IPA replica install fails with the error "kadmin.local: Included profile directory could not be read while initializing krb5 library"

Issue

Scenario:1
------------------

• IPA install fails when calling kadmin.local

Done configuring certificate server (pki-tomcatd).
Restarting the directory and certificate servers
Configuring Kerberos KDC (krb5kdc). Estimated time: 30 seconds
  [1/8]: adding sasl mappings to the directory
  [2/8]: configuring KDC
  [3/8]: creating a keytab for the directory
  [error] CalledProcessError: Command ''kadmin.local' '-q' 'addprinc -randkey ldap/hostname.x.x.x.x@X.X.X.X' '-x' 'ipa-setup-override-restrictions'' returned non-zero exit status 1
Your system may be partly configured.
Run /usr/sbin/ipa-server-install --uninstall to clean up.

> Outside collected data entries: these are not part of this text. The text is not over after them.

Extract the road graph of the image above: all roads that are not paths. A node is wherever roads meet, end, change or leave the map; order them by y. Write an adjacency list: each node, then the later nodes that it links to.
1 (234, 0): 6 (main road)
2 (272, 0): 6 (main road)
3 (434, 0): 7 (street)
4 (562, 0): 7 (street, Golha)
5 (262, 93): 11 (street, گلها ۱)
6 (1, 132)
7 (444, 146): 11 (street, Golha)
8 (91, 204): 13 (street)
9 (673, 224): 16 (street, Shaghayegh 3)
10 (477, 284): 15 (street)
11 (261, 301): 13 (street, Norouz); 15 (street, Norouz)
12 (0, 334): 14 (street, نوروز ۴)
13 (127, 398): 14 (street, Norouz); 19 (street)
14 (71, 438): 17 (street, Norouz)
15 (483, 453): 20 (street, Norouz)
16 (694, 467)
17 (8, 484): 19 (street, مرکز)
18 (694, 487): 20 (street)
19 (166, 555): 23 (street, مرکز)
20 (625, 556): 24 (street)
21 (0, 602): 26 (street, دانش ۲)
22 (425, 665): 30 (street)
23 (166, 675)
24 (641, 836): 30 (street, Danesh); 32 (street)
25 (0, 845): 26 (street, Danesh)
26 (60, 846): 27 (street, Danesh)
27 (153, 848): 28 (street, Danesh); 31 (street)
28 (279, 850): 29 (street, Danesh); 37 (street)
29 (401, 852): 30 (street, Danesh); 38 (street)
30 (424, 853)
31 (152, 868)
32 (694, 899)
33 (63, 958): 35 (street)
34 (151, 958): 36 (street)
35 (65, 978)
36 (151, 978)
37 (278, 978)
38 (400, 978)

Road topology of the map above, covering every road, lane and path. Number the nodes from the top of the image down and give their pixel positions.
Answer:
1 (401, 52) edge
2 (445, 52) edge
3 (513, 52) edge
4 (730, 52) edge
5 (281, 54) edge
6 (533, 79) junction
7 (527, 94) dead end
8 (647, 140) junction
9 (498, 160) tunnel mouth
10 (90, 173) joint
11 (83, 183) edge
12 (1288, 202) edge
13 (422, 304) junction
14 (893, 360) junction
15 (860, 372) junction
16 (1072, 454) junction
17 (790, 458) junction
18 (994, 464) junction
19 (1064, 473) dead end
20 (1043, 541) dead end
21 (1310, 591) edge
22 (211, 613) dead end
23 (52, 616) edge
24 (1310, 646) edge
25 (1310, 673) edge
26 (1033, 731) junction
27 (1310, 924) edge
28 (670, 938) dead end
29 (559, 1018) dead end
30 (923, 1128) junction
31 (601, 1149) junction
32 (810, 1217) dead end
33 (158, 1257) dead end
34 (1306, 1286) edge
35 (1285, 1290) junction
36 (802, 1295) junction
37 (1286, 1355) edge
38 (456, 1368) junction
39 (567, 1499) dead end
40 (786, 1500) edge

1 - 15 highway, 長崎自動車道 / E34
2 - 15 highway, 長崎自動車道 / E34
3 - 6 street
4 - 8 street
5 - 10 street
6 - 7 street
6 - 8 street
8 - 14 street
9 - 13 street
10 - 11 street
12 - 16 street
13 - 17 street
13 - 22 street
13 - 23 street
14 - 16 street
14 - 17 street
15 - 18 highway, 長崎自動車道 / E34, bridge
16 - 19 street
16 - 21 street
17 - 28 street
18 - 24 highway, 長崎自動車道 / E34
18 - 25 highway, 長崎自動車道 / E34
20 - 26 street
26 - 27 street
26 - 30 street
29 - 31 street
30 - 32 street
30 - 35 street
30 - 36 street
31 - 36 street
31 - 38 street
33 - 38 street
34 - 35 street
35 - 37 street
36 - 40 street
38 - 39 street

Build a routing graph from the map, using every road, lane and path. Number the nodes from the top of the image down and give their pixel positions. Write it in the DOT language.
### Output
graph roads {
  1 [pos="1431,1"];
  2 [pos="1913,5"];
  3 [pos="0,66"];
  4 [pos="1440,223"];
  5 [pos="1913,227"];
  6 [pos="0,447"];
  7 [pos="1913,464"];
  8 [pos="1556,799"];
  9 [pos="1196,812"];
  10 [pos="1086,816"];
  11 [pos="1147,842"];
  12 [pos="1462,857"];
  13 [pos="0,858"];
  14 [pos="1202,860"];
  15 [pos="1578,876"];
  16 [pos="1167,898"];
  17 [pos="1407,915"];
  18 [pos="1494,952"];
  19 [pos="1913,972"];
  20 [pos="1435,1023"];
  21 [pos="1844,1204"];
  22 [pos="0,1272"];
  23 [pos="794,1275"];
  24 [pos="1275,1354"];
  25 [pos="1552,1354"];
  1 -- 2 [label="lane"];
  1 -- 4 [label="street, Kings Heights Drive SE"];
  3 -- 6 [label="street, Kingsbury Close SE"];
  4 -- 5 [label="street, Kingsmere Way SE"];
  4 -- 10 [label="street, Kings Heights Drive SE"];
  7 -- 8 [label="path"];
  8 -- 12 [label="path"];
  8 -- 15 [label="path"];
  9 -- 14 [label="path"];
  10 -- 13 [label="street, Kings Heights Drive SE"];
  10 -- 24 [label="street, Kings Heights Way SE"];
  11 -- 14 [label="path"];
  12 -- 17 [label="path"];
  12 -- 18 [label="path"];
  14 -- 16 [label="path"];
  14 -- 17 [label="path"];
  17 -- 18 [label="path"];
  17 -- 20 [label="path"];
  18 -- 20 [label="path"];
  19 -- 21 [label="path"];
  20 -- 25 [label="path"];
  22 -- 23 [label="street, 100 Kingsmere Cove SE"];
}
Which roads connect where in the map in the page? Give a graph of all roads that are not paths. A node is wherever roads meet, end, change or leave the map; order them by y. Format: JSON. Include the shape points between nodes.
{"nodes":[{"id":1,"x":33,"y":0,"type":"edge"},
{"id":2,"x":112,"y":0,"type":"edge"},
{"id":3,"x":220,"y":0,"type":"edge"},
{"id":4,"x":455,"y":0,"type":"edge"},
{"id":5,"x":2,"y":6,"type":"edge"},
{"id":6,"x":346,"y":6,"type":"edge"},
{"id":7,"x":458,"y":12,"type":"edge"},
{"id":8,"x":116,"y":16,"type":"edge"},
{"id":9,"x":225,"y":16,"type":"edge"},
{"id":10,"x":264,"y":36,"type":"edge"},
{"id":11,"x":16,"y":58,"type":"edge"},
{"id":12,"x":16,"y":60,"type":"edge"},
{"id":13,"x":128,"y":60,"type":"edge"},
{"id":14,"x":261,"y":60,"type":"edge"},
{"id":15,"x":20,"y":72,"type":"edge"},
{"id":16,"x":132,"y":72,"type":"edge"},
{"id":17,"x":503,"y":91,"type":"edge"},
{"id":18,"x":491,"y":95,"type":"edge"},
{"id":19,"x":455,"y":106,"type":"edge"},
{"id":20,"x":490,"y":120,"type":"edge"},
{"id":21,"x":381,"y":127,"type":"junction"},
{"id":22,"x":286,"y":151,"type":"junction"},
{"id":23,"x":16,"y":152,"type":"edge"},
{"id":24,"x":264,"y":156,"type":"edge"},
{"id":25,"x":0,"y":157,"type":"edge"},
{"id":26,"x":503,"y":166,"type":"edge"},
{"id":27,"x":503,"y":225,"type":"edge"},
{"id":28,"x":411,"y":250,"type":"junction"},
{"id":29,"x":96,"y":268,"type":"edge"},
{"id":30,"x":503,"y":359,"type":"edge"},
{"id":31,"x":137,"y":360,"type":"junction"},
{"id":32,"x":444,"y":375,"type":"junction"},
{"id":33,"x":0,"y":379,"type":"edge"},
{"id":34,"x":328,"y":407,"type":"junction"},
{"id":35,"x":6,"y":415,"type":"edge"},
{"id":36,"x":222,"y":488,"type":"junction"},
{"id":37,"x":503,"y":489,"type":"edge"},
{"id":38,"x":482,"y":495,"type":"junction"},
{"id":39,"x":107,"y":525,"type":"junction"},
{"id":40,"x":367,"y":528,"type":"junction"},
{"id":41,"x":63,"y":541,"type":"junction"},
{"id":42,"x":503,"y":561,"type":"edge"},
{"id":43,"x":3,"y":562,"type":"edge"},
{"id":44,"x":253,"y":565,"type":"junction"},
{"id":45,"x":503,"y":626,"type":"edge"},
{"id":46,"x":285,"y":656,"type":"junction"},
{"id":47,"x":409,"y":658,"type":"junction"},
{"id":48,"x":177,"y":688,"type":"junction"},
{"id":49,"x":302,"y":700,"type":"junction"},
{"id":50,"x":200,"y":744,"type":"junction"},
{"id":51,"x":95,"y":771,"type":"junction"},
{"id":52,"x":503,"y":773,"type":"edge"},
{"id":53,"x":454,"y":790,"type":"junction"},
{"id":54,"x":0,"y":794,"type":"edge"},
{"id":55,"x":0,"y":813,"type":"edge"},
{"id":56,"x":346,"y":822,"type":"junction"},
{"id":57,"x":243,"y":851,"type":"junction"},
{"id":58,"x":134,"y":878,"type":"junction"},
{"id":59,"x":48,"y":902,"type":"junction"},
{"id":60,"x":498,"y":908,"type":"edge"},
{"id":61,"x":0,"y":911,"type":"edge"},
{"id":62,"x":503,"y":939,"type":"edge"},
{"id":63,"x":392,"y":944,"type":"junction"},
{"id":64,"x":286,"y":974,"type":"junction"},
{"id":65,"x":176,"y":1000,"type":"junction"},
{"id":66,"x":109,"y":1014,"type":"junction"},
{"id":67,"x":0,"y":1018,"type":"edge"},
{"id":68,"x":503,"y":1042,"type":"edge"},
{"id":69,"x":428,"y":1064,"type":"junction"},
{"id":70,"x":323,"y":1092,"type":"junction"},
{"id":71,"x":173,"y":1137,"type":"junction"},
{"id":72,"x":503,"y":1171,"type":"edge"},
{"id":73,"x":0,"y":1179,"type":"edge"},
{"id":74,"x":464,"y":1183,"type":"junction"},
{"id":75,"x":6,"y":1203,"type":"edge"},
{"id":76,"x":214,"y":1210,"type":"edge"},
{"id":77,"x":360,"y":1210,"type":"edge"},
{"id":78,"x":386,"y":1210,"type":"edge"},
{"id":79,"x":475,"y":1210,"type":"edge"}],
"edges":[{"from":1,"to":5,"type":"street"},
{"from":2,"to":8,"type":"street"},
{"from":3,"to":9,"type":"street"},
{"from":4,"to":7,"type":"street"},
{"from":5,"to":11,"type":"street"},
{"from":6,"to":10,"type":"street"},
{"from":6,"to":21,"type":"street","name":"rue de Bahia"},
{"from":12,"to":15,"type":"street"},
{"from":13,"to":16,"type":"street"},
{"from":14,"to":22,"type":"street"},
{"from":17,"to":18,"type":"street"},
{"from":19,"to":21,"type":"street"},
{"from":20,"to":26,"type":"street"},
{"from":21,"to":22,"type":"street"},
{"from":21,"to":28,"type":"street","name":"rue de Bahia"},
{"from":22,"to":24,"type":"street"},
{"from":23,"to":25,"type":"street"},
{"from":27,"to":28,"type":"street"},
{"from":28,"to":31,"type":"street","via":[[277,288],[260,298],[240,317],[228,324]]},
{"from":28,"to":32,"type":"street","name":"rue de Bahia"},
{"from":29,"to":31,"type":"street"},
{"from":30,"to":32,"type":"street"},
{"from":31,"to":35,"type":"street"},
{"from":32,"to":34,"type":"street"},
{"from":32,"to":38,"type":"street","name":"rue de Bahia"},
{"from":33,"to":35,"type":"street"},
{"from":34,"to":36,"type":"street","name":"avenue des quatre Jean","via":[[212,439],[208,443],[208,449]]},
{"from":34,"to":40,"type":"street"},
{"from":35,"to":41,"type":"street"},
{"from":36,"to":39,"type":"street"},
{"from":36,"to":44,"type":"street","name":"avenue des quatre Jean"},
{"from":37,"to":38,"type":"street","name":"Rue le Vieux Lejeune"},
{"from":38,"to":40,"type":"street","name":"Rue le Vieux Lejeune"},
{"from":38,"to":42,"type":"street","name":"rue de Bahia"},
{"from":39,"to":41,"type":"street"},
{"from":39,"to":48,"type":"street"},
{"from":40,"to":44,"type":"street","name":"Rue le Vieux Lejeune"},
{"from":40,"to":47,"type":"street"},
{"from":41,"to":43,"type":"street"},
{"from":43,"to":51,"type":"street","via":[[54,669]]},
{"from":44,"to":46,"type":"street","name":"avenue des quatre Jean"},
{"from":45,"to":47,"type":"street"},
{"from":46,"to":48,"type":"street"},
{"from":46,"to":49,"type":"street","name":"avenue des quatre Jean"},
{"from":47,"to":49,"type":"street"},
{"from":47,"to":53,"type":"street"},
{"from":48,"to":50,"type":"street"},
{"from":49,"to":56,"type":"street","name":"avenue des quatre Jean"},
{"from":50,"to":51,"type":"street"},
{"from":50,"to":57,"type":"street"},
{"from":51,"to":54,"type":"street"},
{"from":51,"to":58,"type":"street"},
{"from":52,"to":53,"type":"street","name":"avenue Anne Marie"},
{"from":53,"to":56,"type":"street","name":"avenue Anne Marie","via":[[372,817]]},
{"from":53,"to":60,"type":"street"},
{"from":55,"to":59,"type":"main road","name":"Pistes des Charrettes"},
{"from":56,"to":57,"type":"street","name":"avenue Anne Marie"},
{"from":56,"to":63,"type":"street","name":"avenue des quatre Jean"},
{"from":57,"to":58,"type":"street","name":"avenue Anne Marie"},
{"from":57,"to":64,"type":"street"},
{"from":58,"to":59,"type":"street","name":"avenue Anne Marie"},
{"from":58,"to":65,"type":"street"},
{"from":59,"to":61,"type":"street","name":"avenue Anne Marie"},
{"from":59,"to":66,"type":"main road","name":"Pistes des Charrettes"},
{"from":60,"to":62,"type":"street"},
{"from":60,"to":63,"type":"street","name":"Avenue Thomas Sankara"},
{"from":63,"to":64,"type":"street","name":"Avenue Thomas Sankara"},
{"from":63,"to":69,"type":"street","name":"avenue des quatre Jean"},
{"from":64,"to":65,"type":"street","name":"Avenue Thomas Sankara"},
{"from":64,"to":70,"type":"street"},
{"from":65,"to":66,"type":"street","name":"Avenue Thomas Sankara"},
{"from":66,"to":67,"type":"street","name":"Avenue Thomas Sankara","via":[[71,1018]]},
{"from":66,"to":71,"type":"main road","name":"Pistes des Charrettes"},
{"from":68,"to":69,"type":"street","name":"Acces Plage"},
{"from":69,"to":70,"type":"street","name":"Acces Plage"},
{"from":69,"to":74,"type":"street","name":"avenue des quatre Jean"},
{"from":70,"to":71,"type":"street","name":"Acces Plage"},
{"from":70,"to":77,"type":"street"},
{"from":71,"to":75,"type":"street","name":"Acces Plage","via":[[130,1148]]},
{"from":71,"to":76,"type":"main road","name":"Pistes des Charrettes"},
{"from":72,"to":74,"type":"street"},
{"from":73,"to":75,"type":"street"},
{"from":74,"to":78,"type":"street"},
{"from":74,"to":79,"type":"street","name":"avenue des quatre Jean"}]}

ipa.ipapython.install.cli.install_tool(Replica): ERROR    Command ''kadmin.local' '-q' 'addprinc -randkey ldap/hostname.x.x.x.x@X.X.X.X' '-x' 'ipa-setup-override-restrictions'' returned non-zero exit status 1

Scenario:2
------------------

• IPA install fails with the error

Please make sure the following ports are opened in the firewall settings:
     TCP: 80, 88, 389
     UDP: 88 (at least one of TCP/UDP ports 88 has to be open)
Also note that following ports are necessary for ipa-client working properly after enrollment:
     TCP: 464
     UDP: 464, 123 (if NTP enabled)
Kerberos authentication failed: kinit: Included profile directory could not be read while initializing Kerberos 5 library

Installation failed. Rolling back changes.
IPA client is not configured on this system.